What this task involves
I would like each line of the data that holds the word "Sumundu" copied out.

Collected data
------------------------------------------------------------
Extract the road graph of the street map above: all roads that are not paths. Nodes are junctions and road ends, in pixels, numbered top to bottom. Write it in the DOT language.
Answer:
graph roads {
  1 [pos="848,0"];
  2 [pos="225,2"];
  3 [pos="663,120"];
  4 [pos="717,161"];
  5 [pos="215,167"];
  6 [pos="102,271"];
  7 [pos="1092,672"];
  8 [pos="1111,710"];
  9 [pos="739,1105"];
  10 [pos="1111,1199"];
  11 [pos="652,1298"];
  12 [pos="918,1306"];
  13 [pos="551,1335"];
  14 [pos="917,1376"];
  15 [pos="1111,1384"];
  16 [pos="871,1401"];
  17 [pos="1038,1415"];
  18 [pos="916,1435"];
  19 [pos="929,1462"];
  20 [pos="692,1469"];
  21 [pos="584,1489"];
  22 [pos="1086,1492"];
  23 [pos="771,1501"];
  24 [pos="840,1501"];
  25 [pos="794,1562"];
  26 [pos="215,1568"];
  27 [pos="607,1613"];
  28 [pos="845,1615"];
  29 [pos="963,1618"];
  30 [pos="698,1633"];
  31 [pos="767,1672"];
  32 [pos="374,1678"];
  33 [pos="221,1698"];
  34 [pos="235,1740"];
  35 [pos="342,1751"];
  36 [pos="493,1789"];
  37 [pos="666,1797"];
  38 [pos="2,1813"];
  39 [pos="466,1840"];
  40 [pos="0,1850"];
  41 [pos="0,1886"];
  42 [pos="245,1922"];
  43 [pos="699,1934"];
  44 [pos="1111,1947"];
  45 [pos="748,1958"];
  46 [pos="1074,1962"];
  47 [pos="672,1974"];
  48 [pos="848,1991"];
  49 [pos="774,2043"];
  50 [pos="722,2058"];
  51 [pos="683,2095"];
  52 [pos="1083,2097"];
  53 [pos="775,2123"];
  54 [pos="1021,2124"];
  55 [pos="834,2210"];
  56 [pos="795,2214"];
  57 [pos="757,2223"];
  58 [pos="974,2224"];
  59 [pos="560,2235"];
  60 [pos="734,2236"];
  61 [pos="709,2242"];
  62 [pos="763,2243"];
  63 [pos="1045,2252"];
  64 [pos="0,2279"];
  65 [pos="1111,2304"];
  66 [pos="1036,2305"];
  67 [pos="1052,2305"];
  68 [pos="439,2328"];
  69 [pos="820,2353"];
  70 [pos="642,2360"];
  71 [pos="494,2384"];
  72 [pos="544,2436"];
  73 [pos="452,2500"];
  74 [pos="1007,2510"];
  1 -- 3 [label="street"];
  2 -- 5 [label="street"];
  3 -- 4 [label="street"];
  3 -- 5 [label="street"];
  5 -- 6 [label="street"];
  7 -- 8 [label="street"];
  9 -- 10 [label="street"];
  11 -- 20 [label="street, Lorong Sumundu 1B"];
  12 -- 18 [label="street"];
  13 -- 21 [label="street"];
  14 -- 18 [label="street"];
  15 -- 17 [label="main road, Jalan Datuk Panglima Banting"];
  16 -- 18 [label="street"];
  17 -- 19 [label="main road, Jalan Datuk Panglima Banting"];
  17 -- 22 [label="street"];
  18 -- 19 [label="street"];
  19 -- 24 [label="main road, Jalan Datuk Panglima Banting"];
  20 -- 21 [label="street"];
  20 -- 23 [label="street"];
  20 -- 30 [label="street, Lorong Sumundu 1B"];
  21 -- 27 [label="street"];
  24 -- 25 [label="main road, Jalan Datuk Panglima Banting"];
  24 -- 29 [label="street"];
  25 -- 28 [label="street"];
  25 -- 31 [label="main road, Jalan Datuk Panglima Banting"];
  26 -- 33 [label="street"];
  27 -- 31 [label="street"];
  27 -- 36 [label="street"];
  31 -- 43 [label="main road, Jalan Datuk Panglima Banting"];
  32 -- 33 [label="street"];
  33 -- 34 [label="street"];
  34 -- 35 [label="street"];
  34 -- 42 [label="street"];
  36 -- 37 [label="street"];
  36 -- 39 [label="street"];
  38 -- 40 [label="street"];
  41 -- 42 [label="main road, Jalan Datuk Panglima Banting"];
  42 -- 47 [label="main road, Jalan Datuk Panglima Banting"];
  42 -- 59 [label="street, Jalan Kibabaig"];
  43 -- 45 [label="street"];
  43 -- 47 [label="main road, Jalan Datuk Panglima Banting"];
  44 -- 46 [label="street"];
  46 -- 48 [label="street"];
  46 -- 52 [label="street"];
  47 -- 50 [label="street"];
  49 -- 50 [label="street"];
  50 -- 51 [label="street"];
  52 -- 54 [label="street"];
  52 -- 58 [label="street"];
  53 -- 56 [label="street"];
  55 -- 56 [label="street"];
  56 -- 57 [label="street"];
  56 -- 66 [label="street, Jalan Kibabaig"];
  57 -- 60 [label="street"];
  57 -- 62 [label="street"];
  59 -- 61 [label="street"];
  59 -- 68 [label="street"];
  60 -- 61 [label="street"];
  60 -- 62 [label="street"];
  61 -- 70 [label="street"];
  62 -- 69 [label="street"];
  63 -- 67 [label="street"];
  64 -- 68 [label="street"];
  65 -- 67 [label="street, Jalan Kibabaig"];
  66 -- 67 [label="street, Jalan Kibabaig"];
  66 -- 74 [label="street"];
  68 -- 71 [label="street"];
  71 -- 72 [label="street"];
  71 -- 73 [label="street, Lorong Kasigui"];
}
------------------------------------------------------------
Solved problem
  11 -- 20 [label="street, Lorong Sumundu 1B"];
  20 -- 30 [label="street, Lorong Sumundu 1B"];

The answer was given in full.